Life

Why You Shouldn’t Force Being Friends With Old School Mates

We’ve all had that moment. You’re walking through a grocery aisle, considering the merits of muesli versus granola (no? Just me?) And we see an old friend. Do we turn the other way and ignore them? Pretend to be intensely interested by a jar of pasta sauce? Or risk the (potentially awkward) chat?

Whether we like it or not, we’re growing up.

The person you may have been in Year 9 and promised to “never change” for your first boyfriend, is almost nowhere close to the person you are now. We begin to experience a whole range of changes between the moments we first don our high school uniform to… well, now. We all know the physical ed part, you know ladies, when the boys start to sound less like Joe Pesci circa Good Fellas and more Christian Bale circa Batman, among other things. Then there’s the changes that make you decide that you like Carol* more than Lara. And that Teegan is way cooler to hang out with than Gemma.

Here’s the thing. In high school, these people and relationships are your world. They’re all you know for a good six years of your life. And these people quite often become your measure of others as well. Seeing each other five days a week, spending lunch-time together and sharing your last $2 to split a frozen Fruit Box becomes all you know, and all that matters. Let’s fast forward a bit. You graduate and are cruelly thrust into the big bad world of tertiary education.

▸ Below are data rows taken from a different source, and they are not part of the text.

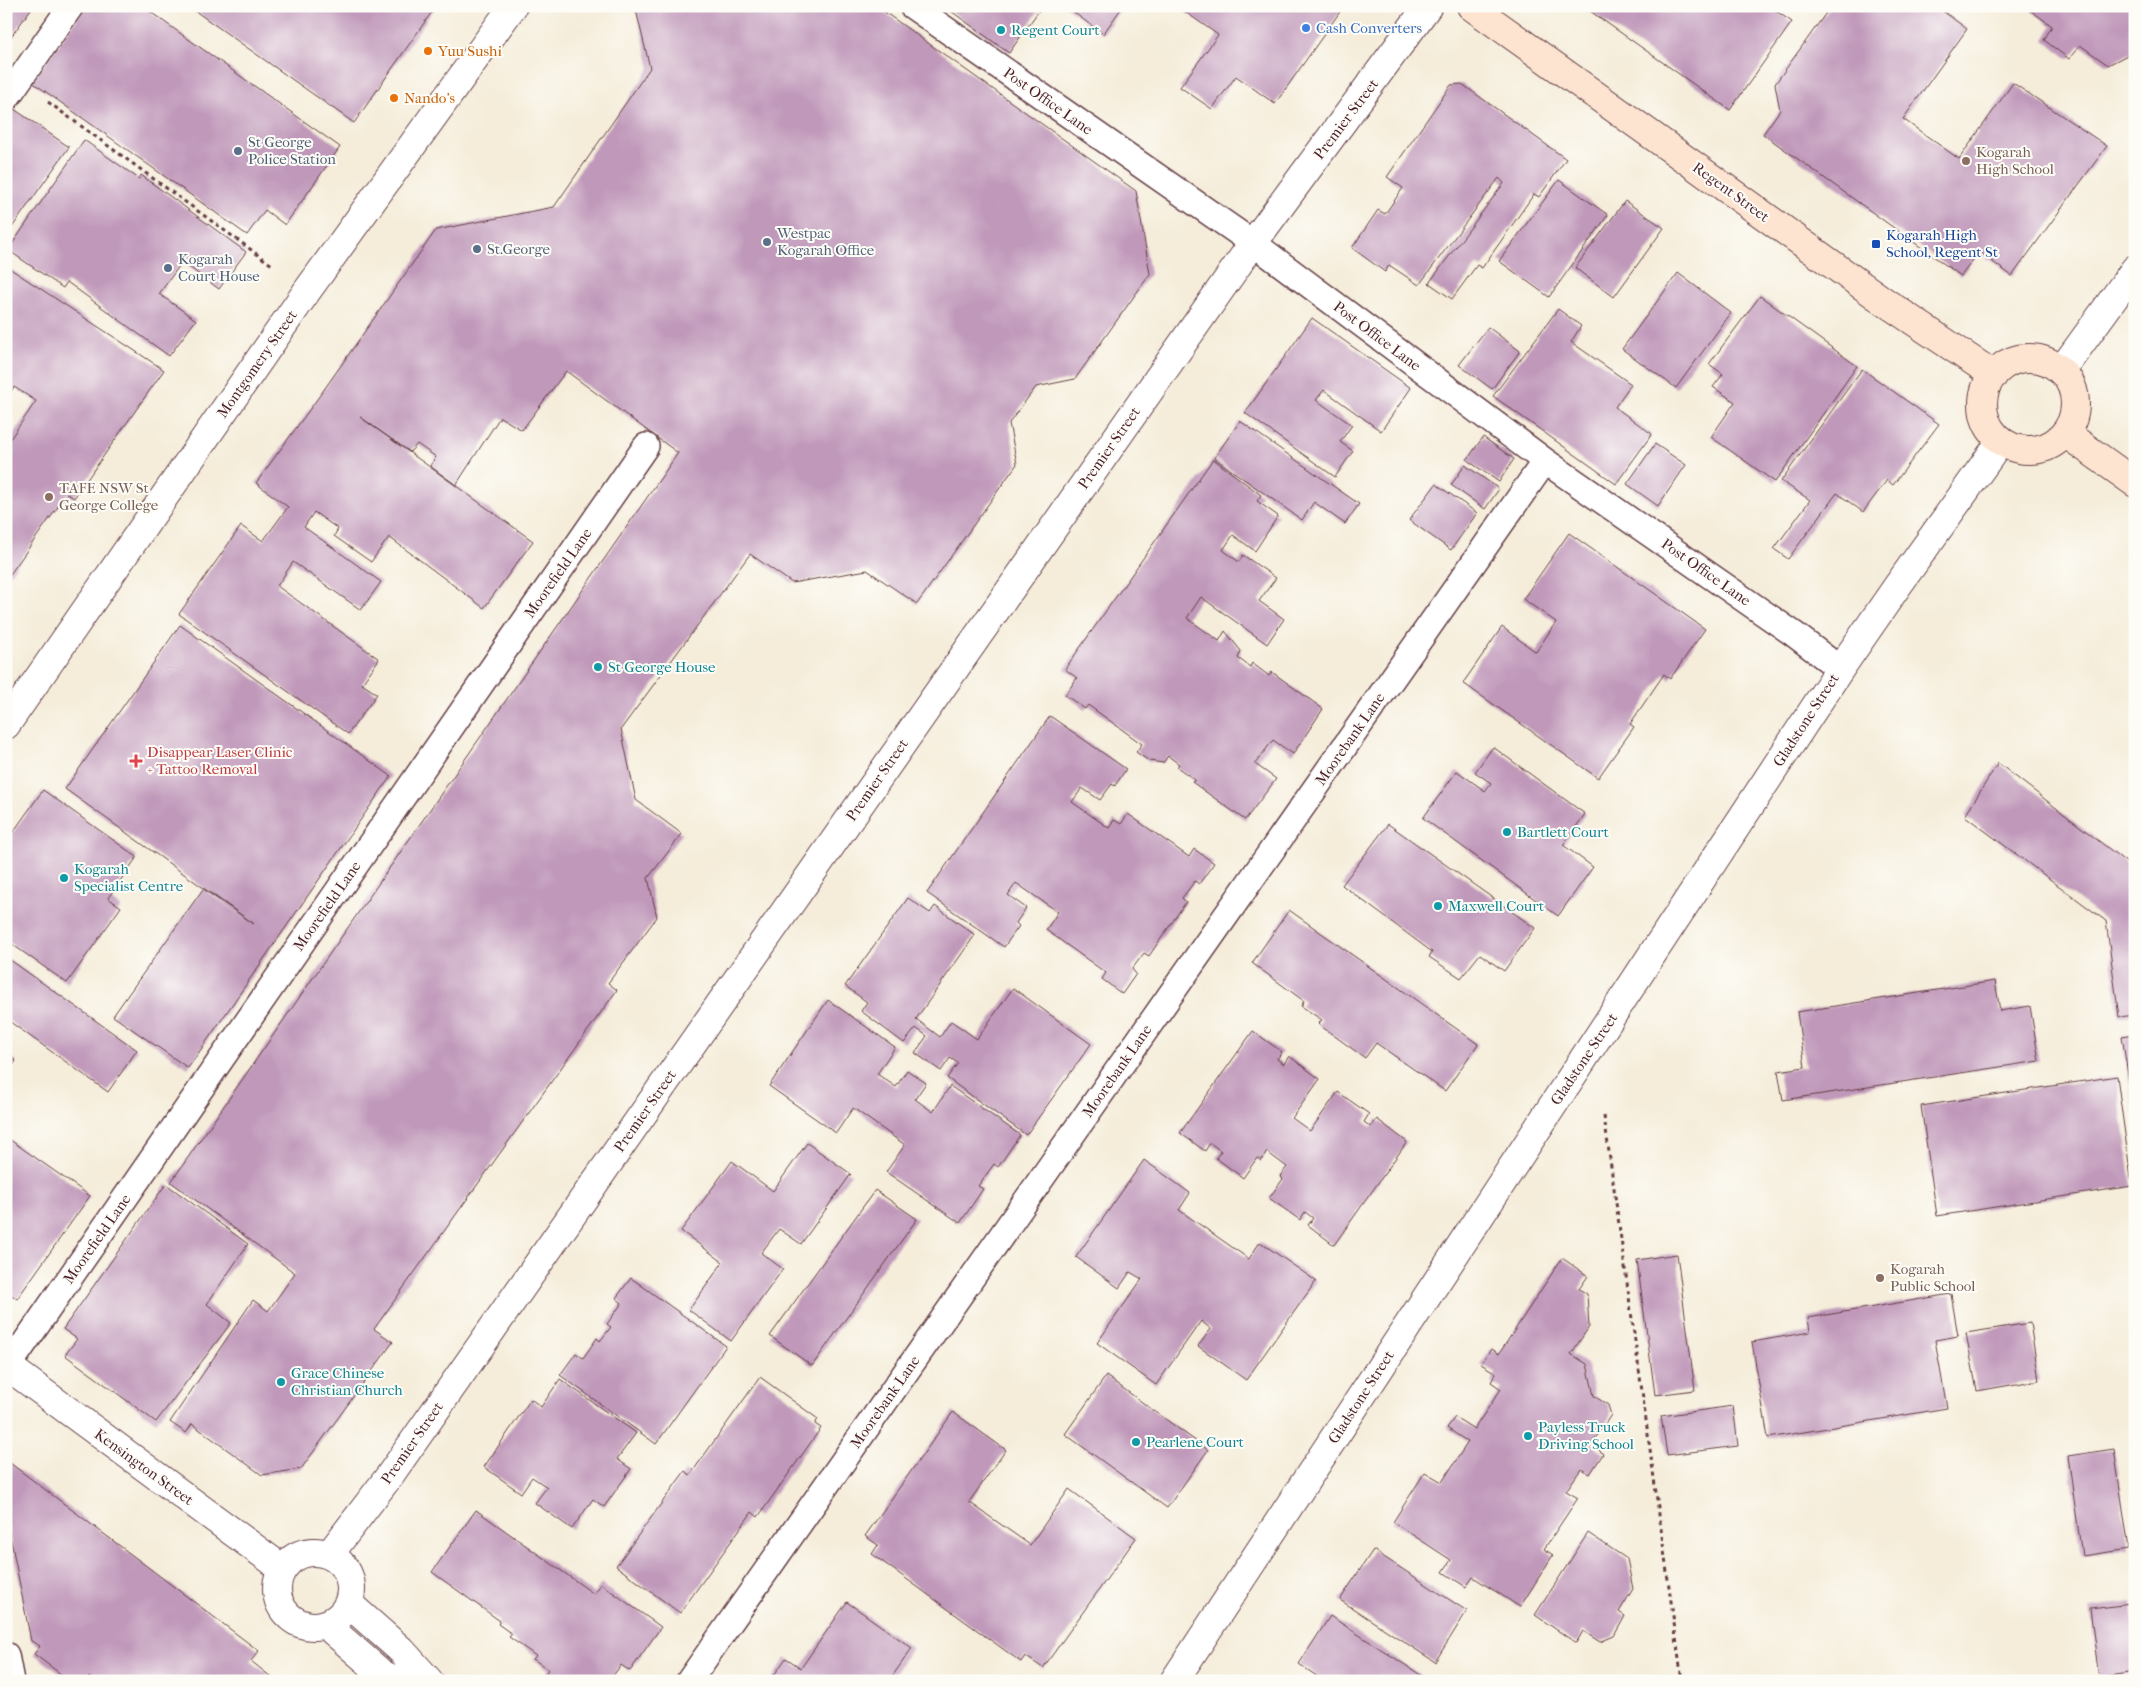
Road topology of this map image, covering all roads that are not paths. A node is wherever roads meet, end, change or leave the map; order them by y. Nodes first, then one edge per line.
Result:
1 (71, 6) edge
2 (513, 6) edge
3 (912, 6) edge
4 (1428, 6) edge
5 (1471, 6) edge
6 (13, 90) edge
7 (1253, 243) junction
8 (2135, 269) edge
9 (2061, 371) junction
10 (1994, 374) junction
11 (2065, 434) junction
12 (2001, 441) junction
13 (646, 446) dead end
14 (1545, 461) junction
15 (2135, 483) edge
16 (1840, 669) junction
17 (6, 725) edge
18 (7, 1366) edge
19 (329, 1555) junction
20 (283, 1569) junction
21 (349, 1604) junction
22 (326, 1625) junction
23 (6, 1654) edge
24 (11, 1681) edge
25 (396, 1681) edge
26 (428, 1681) edge
27 (689, 1681) edge
28 (1174, 1681) edge

1 - 6 lane
2 - 17 street, Montgomery Street
3 - 7 lane, Post Office Lane
4 - 7 street, Premier Street
5 - 10 main road, Regent Street
7 - 14 lane, Post Office Lane
7 - 19 street, Premier Street
8 - 9 street
9 - 10 main road
9 - 11 main road
10 - 12 main road
11 - 12 main road
11 - 15 main road
12 - 16 street, Gladstone Street
13 - 18 lane, Moorefield Lane
14 - 16 lane, Post Office Lane
14 - 27 lane, Moorebank Lane
16 - 28 street, Gladstone Street
18 - 20 street, Kensington Street
19 - 20 street
19 - 21 street
20 - 22 street
21 - 22 street
21 - 26 street
22 - 25 street
23 - 24 lane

There are suddenly extra hours in your day that you can fill with things you actually want to do. One thing leads to another and suddenly you’re making new friends, people who are genuinely interested in the same obscure tea combinations that you are. You might feel guilty, confused and slightly peckish. Big changes tend to stimulate your stomach. But, you still have your high school friends and splitting time between the two is becoming increasingly hard.

And then you get to full time work, and the cycle sort of repeats itself. Almost out with uni friends and in with work colleagues. It’s almost inevitable.

I’ve been there. I’ve tried the whole “let’s-all-be-friends-because-you’re-all-my-friends-and-surely-all-you-have-in-common-isn’t-me” gathering. It has the potential to be great and sometimes, like minded people hit it off. Other times, you strike out. Then you’re back to splitting your time between friends and struggling to keep up appearances. It takes a certain friend to listen patiently to the same story a third time because you’re unsure if you’ve already told it.

Let me share a nugget of wisdom with you: it doesn’t have to be this way. You may look at yourself one year out of high school and realise that you have changed exponentially. Your friends will have too, whether you have taken the time to realise this as well or not (I’m kidding, but growing up can be all consuming.)

It is your choice who you choose to spend your time with, remember that. Sometimes this whole growing up thing can enlighten us in ways we may not be prepared to accept. Suddenly, Gemma may seem like an excellent person to hang out with. You might have found new hobbies that don’t involve anyone you know. You might have switched jobs. Oh yeah, you might have FINISHED HIGH SCHOOL. These are all big deals.

I for one, have discovered myriads of subjects I wasn’t previously interested in to be suddenly life defining. Gretchen Rubin, the author of “The Happiness Project” speaks the truth when she says “one of the best ways to make yourself happy is to make other people happy. One of the best ways to make other people happy is to be happy yourself.” Know yourself and don’t stifle your changes.

You don’t have to pretend to be the same as you were in Year 12 around your high school friends just as much as you don’t need to be as cultured as you may think your new friends are. We’re all continuously growing up after all and your priorities may no longer consist of which benches you sit on at lunch or which sport group you’ve been allocated to. It is natural to feel torn at this stage in life.

Quite often, the answer isn’t always easy, nor apparent. But the sooner you make decisions to fill your life with people that genuinely make you happy, the sooner you begin to form a life that fills you with the same kind of excitement that splitting a frozen popper during a 40 degree lunch time did.

*I don’t actually know anyone named Carol, this is just a hypothetical situation. Not that I wouldn’t like to meet a Carol, I’m always open to new friends wink.